Jack seemed to stiffen, and Rose realized that it was the first time either of them had mentioned Sarah in a month. They hadn’t been to visit her yet; it was almost as if they were trying to pretend that she hadn’t existed. But she had.
The next day they drove to Ocean Crest, forty miles south of Port Arbello. It was close enough to make visiting Sarah easy, but far enough away so that Port Arbello would be able to feel safe. Sarah would be there for a very long time.
It was a difficult visit. The child sat in front of them, her enormous brown eyes fixed on a spot somewhere in space, somewhere Rose and Jack could not go.
She did not resist when each of them embraced her, nor did she respond.
“She’s always like that,” the nurse explained. “So far she hasn’t responded to anything. She eats, but the food has to be put in her mouth.” When Rose seemed to be on the verge of tears, the nurse hastened to explain.
“It isn’t anything to worry about,” she said. “Sarah’s had a bad trauma, and she’s reacting to it She’s temporarily withdrawn, just as normal people do. Except that she was already so withdrawn that now she’s practically shut down. But she’ll come out of it. I’m sure she will.”
They made the drive home in silence. When they were in the house Rose said, “Fix me a drink, will you? I feel like I need one. I’m going up to say hello to Elizabeth.”
“Kiss her once for me,” Jack said. He headed for the study as Rose disappeared upstairs.

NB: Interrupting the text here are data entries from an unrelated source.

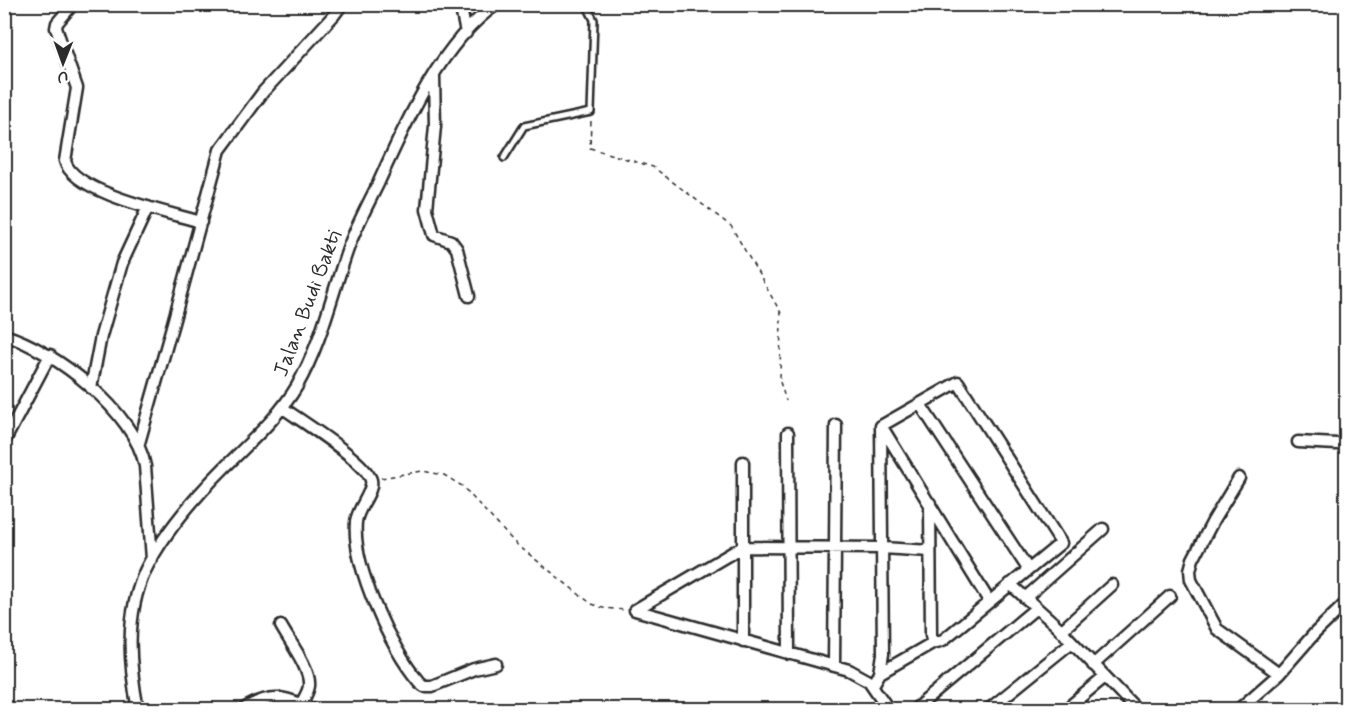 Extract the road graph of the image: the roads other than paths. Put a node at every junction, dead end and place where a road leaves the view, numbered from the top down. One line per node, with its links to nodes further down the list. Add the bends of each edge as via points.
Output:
1 (73, 4): 9 (street, via 56,28 77,88 65,161 69,170 94,188)
2 (342, 4): 10 (street, via 263,92 220,150)
3 (460, 4): 6 (street)
4 (497, 4): 6 (street, Jalan Budi Bakti)
5 (586, 4): 8 (lane, via 594,20 591,112 524,126)
6 (466, 33): 7 (street, Jalan Budi Bakti)
7 (434, 73): 11 (street, via 435,126 428,217 434,235 452,241 457,249); 16 (street, Jalan Budi Bakti, via 350,244 315,347)
8 (504, 158)
9 (148, 207): 10 (street); 14 (street, via 122,263)
10 (201, 222): 22 (street)
11 (469, 296)
12 (4, 335): 13 (street)
13 (50, 355): 14 (street); 20 (street)
14 (91, 388): 22 (street)
15 (920, 404): 18 (street); 34 (street); 34 (street, via 958,382 1061,543)
16 (283, 408): 33 (street, Jalan Budi Bakti, via 200,494); 48 (street, via 341,449 371,480 356,518 360,565 379,615 416,679 432,687)
17 (836, 425): 30 (street)
18 (881, 426): 26 (street); 31 (street)
19 (788, 433): 29 (street)
20 (4, 442)
21 (1298, 442): 23 (street)
22 (139, 443): 33 (street, via 145,466)
23 (1347, 443)
24 (743, 462): 28 (street)
25 (1239, 478): 52 (street, via 1193,559 1191,580 1217,629)
26 (930, 503): 32 (street); 39 (street)
27 (1103, 529): 38 (street)
28 (742, 547): 29 (street); 44 (street); 44 (street, via 635,610)
29 (788, 547): 30 (street); 47 (street)
30 (836, 548): 31 (street); 50 (street)
31 (883, 548): 32 (street); 51 (street)
32 (930, 551): 45 (street)
33 (152, 559): 56 (street, Jalan Budi Bakti, via 131,621 131,667)
34 (1028, 569): 35 (street)
35 (1010, 584): 38 (street); 39 (street)
36 (1112, 585): 43 (street)
37 (1170, 596): 49 (street)
38 (1025, 597): 41 (street)
39 (989, 601): 45 (street, via 942,640)
40 (1347, 603): 52 (street)
41 (1036, 608): 43 (street); 60 (street)
42 (281, 626): 55 (street, via 308,676 309,689)
43 (1061, 631): 46 (street)
44 (743, 641): 47 (street)
45 (934, 642): 51 (street)
46 (1072, 642): 49 (street); 61 (street)
47 (789, 654): 50 (street)
48 (496, 664)
49 (1093, 665): 53 (street)
50 (834, 666): 54 (street, via 858,674)
51 (880, 673): 54 (street)
52 (1279, 674): 64 (street)
53 (1105, 677): 62 (street); 63 (street)
54 (873, 685): 59 (street)
55 (301, 704): 57 (street, via 280,697 266,698); 58 (street)
56 (138, 710)
57 (242, 710)
58 (314, 710)
59 (889, 710)
60 (914, 710)
61 (988, 710)
62 (1065, 710)
63 (1137, 710)
64 (1238, 710) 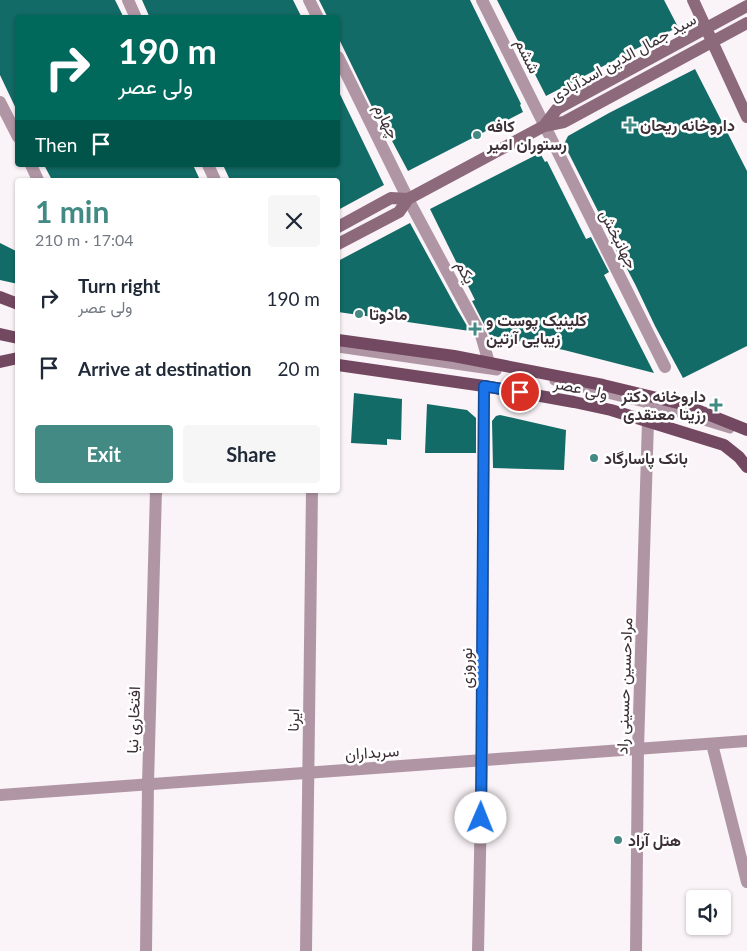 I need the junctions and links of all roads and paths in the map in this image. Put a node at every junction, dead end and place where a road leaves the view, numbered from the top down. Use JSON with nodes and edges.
{"nodes":[{"id":1,"x":128,"y":0,"type":"edge"},
{"id":2,"x":309,"y":0,"type":"edge"},
{"id":3,"x":482,"y":0,"type":"edge"},
{"id":4,"x":693,"y":0,"type":"edge"},
{"id":5,"x":747,"y":6,"type":"edge"},
{"id":6,"x":135,"y":15,"type":"edge"},
{"id":7,"x":316,"y":15,"type":"edge"},
{"id":8,"x":747,"y":23,"type":"edge"},
{"id":9,"x":707,"y":28,"type":"junction"},
{"id":10,"x":714,"y":42,"type":"junction"},
{"id":11,"x":340,"y":61,"type":"edge"},
{"id":12,"x":0,"y":102,"type":"edge"},
{"id":13,"x":747,"y":117,"type":"edge"},
{"id":14,"x":544,"y":126,"type":"junction"},
{"id":15,"x":15,"y":132,"type":"edge"},
{"id":16,"x":408,"y":199,"type":"junction"},
{"id":17,"x":340,"y":226,"type":"edge"},
{"id":18,"x":340,"y":243,"type":"edge"},
{"id":19,"x":0,"y":297,"type":"edge"},
{"id":20,"x":15,"y":303,"type":"edge"},
{"id":21,"x":340,"y":340,"type":"edge"},
{"id":22,"x":340,"y":348,"type":"edge"},
{"id":23,"x":15,"y":359,"type":"edge"},
{"id":24,"x":0,"y":362,"type":"edge"},
{"id":25,"x":489,"y":363,"type":"junction"},
{"id":26,"x":340,"y":365,"type":"edge"},
{"id":27,"x":666,"y":367,"type":"dead end"},
{"id":28,"x":484,"y":386,"type":"junction"},
{"id":29,"x":648,"y":421,"type":"junction"},
{"id":30,"x":745,"y":429,"type":"edge"},
{"id":31,"x":747,"y":467,"type":"edge"},
{"id":32,"x":156,"y":493,"type":"edge"},
{"id":33,"x":312,"y":493,"type":"edge"},
{"id":34,"x":747,"y":741,"type":"edge"},
{"id":35,"x":712,"y":744,"type":"junction"},
{"id":36,"x":638,"y":749,"type":"junction"},
{"id":37,"x":482,"y":760,"type":"junction"},
{"id":38,"x":309,"y":773,"type":"junction"},
{"id":39,"x":148,"y":784,"type":"junction"},
{"id":40,"x":0,"y":795,"type":"edge"},
{"id":41,"x":747,"y":882,"type":"edge"},
{"id":42,"x":146,"y":951,"type":"edge"},
{"id":43,"x":306,"y":951,"type":"edge"},
{"id":44,"x":478,"y":951,"type":"edge"},
{"id":45,"x":636,"y":951,"type":"edge"}],
"edges":[{"from":1,"to":6,"type":"street"},
{"from":2,"to":7,"type":"street"},
{"from":3,"to":14,"type":"street","name":"ششم"},
{"from":4,"to":9,"type":"main road"},
{"from":5,"to":9,"type":"main road","name":"سید جمال الدین اسدآبادی"},
{"from":8,"to":10,"type":"main road","name":"سید جمال الدین اسدآبادی"},
{"from":9,"to":10,"type":"main road"},
{"from":9,"to":14,"type":"main road","name":"سید جمال الدین اسدآبادی"},
{"from":10,"to":13,"type":"main road"},
{"from":10,"to":14,"type":"main road","name":"سید جمال الدین اسدآبادی"},
{"from":11,"to":16,"type":"street","name":"چهارم"},
{"from":12,"to":15,"type":"street"},
{"from":14,"to":16,"type":"main road","name":"سید جمال الدین اسدآبادی"},
{"from":14,"to":27,"type":"street","name":"جهانبخش"},
{"from":16,"to":17,"type":"main road"},
{"from":16,"to":18,"type":"main road","name":"سید جمال الدین اسدآبادی"},
{"from":16,"to":25,"type":"street","name":"یکم"},
{"from":19,"to":20,"type":"main road"},
{"from":21,"to":25,"type":"main road","name":"ولی عصر"},
{"from":22,"to":30,"type":"lane"},
{"from":23,"to":24,"type":"main road"},
{"from":25,"to":30,"type":"main road","name":"ولی عصر"},
{"from":26,"to":28,"type":"main road","name":"ولی عصر"},
{"from":28,"to":29,"type":"main road","name":"ولی عصر"},
{"from":28,"to":37,"type":"street","name":"نوروزی"},
{"from":29,"to":31,"type":"main road","name":"ولی عصر"},
{"from":29,"to":36,"type":"street","name":"مرادحسین حسینی راد"},
{"from":32,"to":39,"type":"street","name":"افتخاری نیا"},
{"from":33,"to":38,"type":"street","name":"ايرنا"},
{"from":34,"to":35,"type":"street","name":"سربداران"},
{"from":35,"to":36,"type":"street","name":"سربداران"},
{"from":35,"to":41,"type":"street"},
{"from":36,"to":37,"type":"street","name":"سربداران"},
{"from":36,"to":45,"type":"street","name":"مرادحسین حسینی راد"},
{"from":37,"to":38,"type":"street","name":"سربداران"},
{"from":37,"to":44,"type":"street","name":"نوروزی"},
{"from":38,"to":39,"type":"street","name":"سربداران"},
{"from":38,"to":43,"type":"street","name":"ايرنا"},
{"from":39,"to":40,"type":"street","name":"سربداران"},
{"from":39,"to":42,"type":"street","name":"افتخاری نیا"}]}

A couple of minutes later, when Rose went into the study, she found her husband standing in the middle of the room, staring at the empty place on the wall above the fireplace.
“It’s gone,” he said. “She put it back in the attic.”
Rose stared at the blank space herself, then went to the study door.
“Elizabeth!” she called.
“What?” The muffled shout came through indistinctly from upstairs. Rose’s eyes narrowed, and she went to the foot of the stairs.
“Come down here,” she said sharply.
“In a minute,” she heard from upstairs.
“Now!” Rose commanded. She stalked back to the study. A very long minute later Elizabeth walked into the room.
“You used to knock before you entered a room,” Rose pointed out to her.
“Oh, Mother,” Elizabeth protested.
“Don’t whine,” Jack said sharply. “It doesn’t sound attractive. Did you take that picture down?”
“What picture?” Elizabeth said evasively.
“You know perfectly well what picture,” Rose snapped. “The one above the fireplace.”
“Oh, that,” Elizabeth said, offhandedly. “I told you I hated it.”
“Where did you put it?”
“Back in the attic,” Elizabeth said. “That’s where it belongs.” Then she marched out of the study.